• **EXERCISE**:
Below are some records; copy each line in them that contains "شەقامی".

══ INFORMATION SHOWN ══

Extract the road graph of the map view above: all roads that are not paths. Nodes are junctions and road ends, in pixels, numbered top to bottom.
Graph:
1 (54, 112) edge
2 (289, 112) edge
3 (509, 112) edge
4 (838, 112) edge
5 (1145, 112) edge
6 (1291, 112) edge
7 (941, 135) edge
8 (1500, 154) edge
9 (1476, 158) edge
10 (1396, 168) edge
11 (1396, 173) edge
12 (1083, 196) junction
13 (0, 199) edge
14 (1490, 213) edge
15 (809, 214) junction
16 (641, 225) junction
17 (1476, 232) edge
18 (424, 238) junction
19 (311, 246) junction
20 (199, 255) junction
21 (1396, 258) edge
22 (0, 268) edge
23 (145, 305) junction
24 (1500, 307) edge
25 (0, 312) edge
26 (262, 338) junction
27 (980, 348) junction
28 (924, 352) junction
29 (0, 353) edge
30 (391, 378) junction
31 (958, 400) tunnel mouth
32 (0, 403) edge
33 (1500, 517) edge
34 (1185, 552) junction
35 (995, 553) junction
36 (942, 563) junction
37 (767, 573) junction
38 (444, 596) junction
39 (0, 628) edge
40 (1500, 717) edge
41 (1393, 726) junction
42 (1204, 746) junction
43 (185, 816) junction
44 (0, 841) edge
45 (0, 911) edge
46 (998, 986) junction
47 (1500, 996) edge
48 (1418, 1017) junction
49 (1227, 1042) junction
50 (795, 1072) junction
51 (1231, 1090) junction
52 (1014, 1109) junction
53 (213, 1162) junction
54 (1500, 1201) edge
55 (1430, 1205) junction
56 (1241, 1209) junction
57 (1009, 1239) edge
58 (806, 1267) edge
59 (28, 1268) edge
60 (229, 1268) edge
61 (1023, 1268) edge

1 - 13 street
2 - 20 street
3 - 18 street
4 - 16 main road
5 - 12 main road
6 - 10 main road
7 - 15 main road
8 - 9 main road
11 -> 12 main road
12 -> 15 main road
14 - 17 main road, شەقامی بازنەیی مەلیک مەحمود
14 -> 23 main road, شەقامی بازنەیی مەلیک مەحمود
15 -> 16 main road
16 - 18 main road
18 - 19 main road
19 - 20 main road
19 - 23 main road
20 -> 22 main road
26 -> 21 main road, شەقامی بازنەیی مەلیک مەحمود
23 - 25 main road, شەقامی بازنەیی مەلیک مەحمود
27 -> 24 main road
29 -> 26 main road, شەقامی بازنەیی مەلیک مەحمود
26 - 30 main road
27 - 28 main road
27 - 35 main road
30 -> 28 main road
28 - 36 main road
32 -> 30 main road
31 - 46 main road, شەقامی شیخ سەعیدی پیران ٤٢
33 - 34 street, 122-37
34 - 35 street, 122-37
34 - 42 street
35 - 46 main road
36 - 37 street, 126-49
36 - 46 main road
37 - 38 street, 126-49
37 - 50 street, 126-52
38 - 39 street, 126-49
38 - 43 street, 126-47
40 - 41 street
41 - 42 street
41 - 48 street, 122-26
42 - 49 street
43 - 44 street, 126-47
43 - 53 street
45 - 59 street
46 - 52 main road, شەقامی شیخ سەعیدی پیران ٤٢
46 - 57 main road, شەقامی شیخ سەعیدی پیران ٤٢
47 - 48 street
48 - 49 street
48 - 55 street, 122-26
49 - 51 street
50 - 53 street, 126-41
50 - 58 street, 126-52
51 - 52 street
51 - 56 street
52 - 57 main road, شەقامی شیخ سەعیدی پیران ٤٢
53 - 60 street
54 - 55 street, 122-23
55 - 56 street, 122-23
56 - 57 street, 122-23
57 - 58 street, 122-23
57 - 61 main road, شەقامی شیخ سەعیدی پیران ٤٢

═══

• **ANSWER SECTION**:
14 - 17 main road, شەقامی بازنەیی مەلیک مەحمود
14 -> 23 main road, شەقامی بازنەیی مەلیک مەحمود
26 -> 21 main road, شەقامی بازنەیی مەلیک مەحمود
23 - 25 main road, شەقامی بازنەیی مەلیک مەحمود
29 -> 26 main road, شەقامی بازنەیی مەلیک مەحمود
31 - 46 main road, شەقامی شیخ سەعیدی پیران ٤٢
46 - 52 main road, شەقامی شیخ سەعیدی پیران ٤٢
46 - 57 main road, شەقامی شیخ سەعیدی پیران ٤٢
52 - 57 main road, شەقامی شیخ سەعیدی پیران ٤٢
57 - 61 main road, شەقامی شیخ سەعیدی پیران ٤٢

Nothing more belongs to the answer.